_Problem to work on_. For the word "Avenida", determine how many lines of the entries below contain it, and give only that number.

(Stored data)
┄┄┄┄┄┄
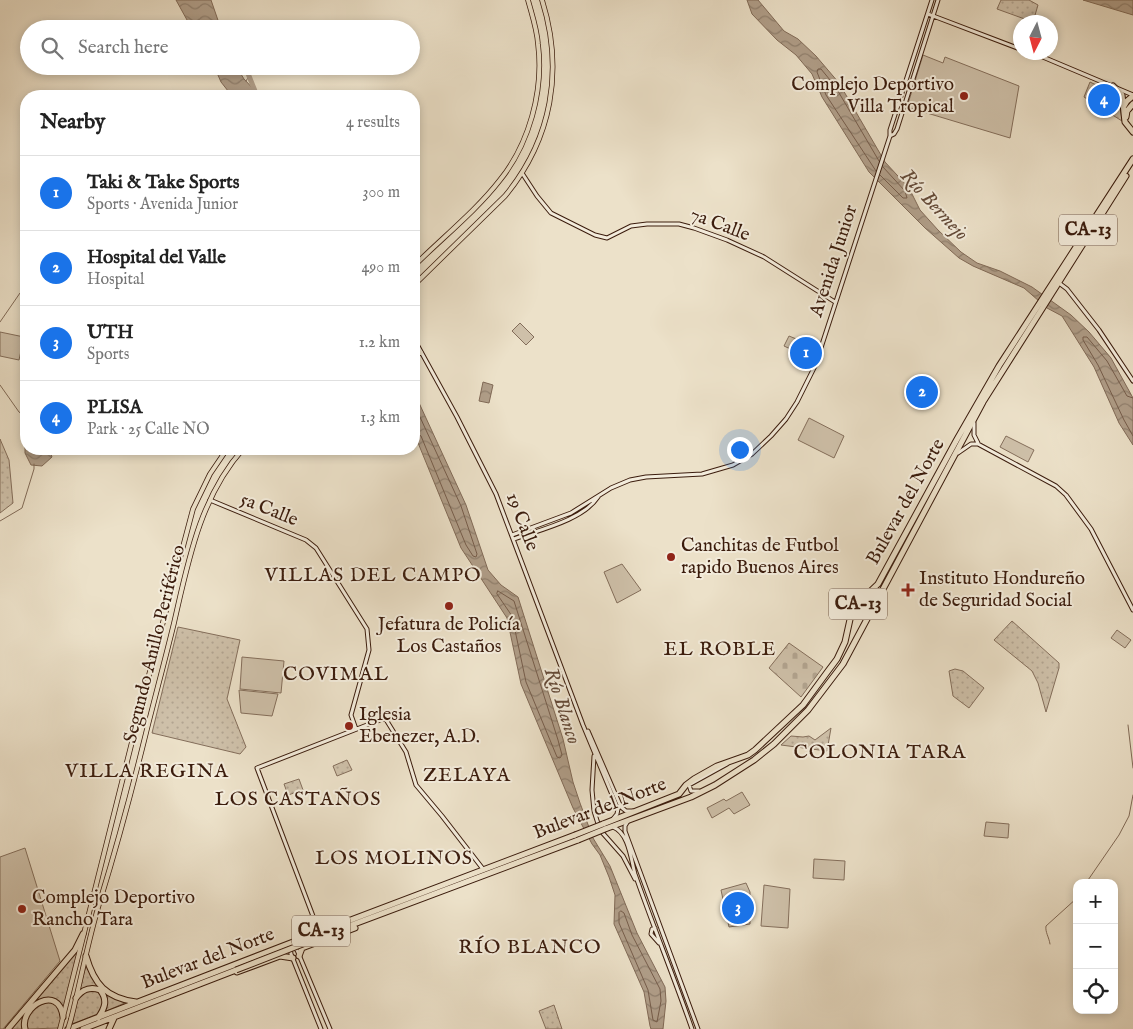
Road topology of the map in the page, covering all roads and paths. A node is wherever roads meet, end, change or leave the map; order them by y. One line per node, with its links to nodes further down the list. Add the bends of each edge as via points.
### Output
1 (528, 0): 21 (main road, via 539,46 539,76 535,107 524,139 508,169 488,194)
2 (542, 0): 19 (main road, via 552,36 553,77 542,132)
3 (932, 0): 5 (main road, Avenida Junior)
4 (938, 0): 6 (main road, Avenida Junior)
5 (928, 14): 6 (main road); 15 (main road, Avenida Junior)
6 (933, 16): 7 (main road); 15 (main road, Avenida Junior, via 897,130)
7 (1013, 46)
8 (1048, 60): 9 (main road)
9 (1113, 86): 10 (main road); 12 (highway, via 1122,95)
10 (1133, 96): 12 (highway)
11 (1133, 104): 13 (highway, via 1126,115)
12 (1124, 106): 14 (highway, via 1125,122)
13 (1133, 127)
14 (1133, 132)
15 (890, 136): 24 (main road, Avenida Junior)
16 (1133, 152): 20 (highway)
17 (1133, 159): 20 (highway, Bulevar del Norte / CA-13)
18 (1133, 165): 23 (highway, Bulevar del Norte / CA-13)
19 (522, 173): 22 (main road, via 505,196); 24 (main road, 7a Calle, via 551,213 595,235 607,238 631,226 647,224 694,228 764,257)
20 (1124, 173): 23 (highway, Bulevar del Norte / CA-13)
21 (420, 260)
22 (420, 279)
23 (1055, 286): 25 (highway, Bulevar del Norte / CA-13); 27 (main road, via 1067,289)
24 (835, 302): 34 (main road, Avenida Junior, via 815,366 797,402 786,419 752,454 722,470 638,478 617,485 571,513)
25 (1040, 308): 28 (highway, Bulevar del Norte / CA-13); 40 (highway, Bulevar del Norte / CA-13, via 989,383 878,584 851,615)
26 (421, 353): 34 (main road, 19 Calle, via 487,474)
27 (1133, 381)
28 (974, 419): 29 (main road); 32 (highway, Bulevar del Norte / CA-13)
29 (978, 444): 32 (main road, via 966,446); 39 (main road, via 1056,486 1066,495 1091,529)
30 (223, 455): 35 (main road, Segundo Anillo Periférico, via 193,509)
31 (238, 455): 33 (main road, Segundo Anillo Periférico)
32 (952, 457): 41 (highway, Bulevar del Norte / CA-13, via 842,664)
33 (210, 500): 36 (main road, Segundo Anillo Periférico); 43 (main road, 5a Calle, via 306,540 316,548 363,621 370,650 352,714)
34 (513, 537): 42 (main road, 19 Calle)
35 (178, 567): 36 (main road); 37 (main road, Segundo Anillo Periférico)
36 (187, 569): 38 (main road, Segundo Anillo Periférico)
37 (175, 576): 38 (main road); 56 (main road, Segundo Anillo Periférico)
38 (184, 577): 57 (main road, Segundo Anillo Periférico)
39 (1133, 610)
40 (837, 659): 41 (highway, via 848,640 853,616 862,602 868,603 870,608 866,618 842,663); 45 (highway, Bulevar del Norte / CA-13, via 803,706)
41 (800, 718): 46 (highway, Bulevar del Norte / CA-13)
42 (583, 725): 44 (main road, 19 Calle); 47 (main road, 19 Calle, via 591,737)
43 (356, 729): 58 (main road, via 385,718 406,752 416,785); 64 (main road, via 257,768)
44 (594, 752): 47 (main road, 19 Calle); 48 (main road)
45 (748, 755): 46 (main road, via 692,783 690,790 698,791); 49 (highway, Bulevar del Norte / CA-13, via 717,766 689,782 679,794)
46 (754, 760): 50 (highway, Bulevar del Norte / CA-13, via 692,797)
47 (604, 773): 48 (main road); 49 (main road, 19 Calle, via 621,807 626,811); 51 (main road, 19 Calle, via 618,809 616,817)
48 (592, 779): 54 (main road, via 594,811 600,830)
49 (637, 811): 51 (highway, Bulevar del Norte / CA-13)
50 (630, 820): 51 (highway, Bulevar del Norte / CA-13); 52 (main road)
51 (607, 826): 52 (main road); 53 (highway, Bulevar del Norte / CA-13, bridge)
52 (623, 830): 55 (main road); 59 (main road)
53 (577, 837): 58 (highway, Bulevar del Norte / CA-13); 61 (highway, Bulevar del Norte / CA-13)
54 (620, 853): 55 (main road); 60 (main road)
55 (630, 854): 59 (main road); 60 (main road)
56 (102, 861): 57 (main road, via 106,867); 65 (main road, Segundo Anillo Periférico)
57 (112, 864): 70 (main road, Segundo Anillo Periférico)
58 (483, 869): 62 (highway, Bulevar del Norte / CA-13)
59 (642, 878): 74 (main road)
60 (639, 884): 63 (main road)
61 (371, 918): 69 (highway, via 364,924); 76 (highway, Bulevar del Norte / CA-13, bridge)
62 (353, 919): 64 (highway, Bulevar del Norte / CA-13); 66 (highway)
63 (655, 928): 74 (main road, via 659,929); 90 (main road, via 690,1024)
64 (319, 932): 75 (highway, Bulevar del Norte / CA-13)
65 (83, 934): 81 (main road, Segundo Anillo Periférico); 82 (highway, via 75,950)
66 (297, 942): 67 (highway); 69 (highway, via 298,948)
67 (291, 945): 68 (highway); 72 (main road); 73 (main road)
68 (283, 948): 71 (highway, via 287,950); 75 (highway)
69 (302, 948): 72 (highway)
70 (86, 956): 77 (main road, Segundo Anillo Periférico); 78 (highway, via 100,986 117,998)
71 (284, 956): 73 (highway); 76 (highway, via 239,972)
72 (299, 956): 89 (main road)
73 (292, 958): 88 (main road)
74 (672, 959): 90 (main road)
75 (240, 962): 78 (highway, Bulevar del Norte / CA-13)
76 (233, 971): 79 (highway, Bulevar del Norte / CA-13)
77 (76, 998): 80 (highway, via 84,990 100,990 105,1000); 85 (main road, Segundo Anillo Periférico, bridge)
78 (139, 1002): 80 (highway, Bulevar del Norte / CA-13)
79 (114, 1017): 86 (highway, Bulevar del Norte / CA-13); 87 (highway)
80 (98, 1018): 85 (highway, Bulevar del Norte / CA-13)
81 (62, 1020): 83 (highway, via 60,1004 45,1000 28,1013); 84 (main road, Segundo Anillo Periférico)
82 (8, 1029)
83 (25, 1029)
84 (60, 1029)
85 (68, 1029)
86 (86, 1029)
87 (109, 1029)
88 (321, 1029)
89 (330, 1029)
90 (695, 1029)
┄┄┄┄┄┄
_Output of the exercise_. 6